Rain just runs through it, and the switch cover will leak or be lost. The clip is nice. Easiest light to mod with a different colour LED, though.

I'ts now become a 'museum' light for me. Never felt the urge to buy other lights from them.

Kees


----------



## maxilux (May 20, 2006)

Can it be, that this light is made in China?
It loooks like Nuwai and others.


----------



## schrenz (May 20, 2006)

Yes, they try tell you (especially on the webside) that they are a German company, but the production line is in China, only a few men work in Solingen.


----------



## Nyctophiliac (May 20, 2006)

I have several of these lenser lights, in fact the 3aaa luxeon power chip was my first 'bright' led light (the one with the side switch), and I liked the clean brushed steel look of them.

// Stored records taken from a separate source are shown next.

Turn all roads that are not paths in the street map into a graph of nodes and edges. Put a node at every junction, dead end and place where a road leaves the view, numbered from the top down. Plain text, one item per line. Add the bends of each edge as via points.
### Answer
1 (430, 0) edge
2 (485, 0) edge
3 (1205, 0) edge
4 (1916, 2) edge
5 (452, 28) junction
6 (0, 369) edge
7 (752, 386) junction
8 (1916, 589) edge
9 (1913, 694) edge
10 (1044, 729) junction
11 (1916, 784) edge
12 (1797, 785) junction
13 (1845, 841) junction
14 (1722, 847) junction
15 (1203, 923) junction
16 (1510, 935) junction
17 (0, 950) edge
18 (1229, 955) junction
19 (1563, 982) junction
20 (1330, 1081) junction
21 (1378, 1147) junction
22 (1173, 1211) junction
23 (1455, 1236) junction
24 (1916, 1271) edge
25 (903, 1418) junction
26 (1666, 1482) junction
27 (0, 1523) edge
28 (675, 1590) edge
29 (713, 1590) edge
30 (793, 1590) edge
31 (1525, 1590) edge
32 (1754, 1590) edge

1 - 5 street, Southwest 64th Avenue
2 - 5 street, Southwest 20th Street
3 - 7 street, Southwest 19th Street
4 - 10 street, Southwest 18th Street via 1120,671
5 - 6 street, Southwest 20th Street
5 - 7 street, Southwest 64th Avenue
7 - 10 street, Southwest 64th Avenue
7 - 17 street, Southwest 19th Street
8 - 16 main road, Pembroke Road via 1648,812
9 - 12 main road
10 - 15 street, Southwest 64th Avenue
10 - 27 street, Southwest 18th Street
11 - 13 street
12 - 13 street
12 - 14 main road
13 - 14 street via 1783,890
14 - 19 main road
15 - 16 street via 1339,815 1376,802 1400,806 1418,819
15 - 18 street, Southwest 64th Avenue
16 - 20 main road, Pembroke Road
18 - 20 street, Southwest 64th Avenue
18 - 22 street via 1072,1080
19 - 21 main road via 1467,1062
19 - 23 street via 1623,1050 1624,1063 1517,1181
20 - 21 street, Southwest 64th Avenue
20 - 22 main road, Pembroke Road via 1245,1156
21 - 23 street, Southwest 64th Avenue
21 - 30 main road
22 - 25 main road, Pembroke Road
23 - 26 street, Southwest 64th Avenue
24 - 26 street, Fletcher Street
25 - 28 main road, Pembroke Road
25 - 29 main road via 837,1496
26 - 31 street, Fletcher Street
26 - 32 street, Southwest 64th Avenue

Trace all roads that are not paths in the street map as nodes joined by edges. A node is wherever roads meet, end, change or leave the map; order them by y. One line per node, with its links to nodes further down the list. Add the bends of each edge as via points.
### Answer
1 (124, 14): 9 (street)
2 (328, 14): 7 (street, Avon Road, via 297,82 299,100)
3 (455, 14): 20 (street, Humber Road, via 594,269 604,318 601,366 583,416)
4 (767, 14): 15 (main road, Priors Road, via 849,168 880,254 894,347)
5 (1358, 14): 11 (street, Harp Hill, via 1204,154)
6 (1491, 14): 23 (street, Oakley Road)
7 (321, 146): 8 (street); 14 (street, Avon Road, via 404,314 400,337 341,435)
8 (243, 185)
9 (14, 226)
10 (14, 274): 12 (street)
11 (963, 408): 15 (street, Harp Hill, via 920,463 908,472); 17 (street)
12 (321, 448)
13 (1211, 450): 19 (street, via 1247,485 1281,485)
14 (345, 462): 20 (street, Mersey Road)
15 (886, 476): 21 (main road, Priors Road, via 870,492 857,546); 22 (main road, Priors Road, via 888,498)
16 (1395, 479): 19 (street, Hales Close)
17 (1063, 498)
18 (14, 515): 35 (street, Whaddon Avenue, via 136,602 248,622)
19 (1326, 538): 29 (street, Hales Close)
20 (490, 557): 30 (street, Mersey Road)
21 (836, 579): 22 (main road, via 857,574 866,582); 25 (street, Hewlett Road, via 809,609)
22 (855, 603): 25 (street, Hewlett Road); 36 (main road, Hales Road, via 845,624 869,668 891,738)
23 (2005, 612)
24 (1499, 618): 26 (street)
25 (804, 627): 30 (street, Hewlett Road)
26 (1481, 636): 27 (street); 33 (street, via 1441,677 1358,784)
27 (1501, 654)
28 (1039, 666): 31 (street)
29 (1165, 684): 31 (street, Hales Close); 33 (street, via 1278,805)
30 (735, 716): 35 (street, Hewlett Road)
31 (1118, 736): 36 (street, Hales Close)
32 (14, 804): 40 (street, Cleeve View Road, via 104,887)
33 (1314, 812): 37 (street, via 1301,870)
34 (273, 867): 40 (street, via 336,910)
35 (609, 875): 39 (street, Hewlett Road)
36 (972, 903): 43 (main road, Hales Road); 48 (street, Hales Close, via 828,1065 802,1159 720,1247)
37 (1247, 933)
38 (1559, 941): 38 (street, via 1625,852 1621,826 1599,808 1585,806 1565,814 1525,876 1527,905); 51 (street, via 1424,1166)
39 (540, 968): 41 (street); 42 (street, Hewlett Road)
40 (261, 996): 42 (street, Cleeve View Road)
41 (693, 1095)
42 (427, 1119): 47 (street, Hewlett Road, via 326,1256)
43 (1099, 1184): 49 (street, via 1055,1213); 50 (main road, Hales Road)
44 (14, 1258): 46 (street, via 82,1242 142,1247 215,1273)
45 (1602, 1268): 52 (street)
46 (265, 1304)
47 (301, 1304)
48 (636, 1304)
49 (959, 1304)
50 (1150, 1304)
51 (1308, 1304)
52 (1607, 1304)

When the 1aa David light came out I bought one just before my Fenix L1P and really thought it was a contender...but.

Most of them have declined over time and with regular use, My david light showed bad wear and tear on its finish very quickly-the prominent stippling on the side soon lost its colour and looked OLD.Now it doesn't work at all and I can't find the reason why.The switch still seems to be OK so I guess the led must have been very overdriven and blown.Not good for a light only a few months old.Others have dimmed with use.

Not the worst of my collection but not the first I would pick really for any thing at all. I have given several away without any pangs of loss.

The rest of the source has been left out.